## PROBLEM
Search the listing below for the string "meet" and copy every line where it occurs.
GIVEN ENTRIES START
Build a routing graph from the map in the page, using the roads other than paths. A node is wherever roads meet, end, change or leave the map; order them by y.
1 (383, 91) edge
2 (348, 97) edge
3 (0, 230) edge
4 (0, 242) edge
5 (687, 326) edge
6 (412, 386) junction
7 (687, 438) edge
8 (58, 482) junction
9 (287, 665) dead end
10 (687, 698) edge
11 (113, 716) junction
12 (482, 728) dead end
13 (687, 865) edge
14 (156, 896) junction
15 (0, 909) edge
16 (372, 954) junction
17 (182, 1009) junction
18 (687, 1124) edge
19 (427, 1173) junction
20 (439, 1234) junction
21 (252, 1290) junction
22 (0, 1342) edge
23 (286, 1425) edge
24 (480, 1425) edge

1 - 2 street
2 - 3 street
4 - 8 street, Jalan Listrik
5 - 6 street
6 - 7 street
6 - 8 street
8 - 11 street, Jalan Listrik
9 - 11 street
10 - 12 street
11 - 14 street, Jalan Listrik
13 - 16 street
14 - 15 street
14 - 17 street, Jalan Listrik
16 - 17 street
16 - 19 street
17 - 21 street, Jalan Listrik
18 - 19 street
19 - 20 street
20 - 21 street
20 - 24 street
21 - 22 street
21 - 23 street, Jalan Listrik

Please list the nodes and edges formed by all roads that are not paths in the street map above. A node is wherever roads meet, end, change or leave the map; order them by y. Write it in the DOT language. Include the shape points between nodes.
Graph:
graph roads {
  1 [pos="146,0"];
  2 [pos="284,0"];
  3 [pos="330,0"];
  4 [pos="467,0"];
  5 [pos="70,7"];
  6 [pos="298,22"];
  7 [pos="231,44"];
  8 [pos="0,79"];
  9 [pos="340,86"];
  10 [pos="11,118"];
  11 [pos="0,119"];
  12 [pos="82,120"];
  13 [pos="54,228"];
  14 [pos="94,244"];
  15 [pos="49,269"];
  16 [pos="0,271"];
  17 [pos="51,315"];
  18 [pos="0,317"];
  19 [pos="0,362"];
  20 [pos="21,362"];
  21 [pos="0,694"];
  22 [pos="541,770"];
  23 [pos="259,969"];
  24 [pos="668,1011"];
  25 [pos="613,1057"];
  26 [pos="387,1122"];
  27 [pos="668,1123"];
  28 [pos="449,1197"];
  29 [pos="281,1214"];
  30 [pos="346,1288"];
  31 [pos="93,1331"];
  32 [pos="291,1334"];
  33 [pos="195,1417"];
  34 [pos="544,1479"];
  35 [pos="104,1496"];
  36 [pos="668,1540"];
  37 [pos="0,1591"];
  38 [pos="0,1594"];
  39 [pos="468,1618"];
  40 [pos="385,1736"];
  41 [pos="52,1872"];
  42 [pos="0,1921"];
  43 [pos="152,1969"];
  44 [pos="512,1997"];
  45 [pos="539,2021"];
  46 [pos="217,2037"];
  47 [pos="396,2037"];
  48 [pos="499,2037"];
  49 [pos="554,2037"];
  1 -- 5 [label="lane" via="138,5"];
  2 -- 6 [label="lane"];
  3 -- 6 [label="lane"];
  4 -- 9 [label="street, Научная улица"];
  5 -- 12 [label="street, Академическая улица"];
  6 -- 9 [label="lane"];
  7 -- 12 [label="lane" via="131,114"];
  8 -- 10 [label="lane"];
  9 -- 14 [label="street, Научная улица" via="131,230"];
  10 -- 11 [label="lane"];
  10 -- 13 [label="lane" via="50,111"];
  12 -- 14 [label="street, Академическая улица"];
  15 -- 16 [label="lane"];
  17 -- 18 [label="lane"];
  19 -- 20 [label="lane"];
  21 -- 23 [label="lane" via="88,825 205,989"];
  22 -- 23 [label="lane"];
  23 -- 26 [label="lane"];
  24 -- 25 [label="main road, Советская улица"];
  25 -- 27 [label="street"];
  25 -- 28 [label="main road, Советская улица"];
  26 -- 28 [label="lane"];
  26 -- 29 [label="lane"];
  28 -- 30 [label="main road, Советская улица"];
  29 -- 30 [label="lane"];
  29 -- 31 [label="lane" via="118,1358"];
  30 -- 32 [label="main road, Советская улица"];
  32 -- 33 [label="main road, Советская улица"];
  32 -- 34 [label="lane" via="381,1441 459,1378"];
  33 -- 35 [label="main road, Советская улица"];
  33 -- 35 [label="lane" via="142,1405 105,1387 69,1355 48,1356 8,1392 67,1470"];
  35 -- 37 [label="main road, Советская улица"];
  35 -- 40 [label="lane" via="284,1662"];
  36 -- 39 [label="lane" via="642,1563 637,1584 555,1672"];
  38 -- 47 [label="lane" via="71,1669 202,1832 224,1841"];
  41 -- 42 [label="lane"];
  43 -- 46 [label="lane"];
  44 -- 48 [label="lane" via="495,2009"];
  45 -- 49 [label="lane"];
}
GIVEN ENTRIES END
## RESULT
Build a routing graph from the map in the page, using the roads other than paths. A node is wherever roads meet, end, change or leave the map; order them by y.
Please list the nodes and edges formed by all roads that are not paths in the street map above. A node is wherever roads meet, end, change or leave the map; order them by y. Write it in the DOT language. Include the shape points between nodes.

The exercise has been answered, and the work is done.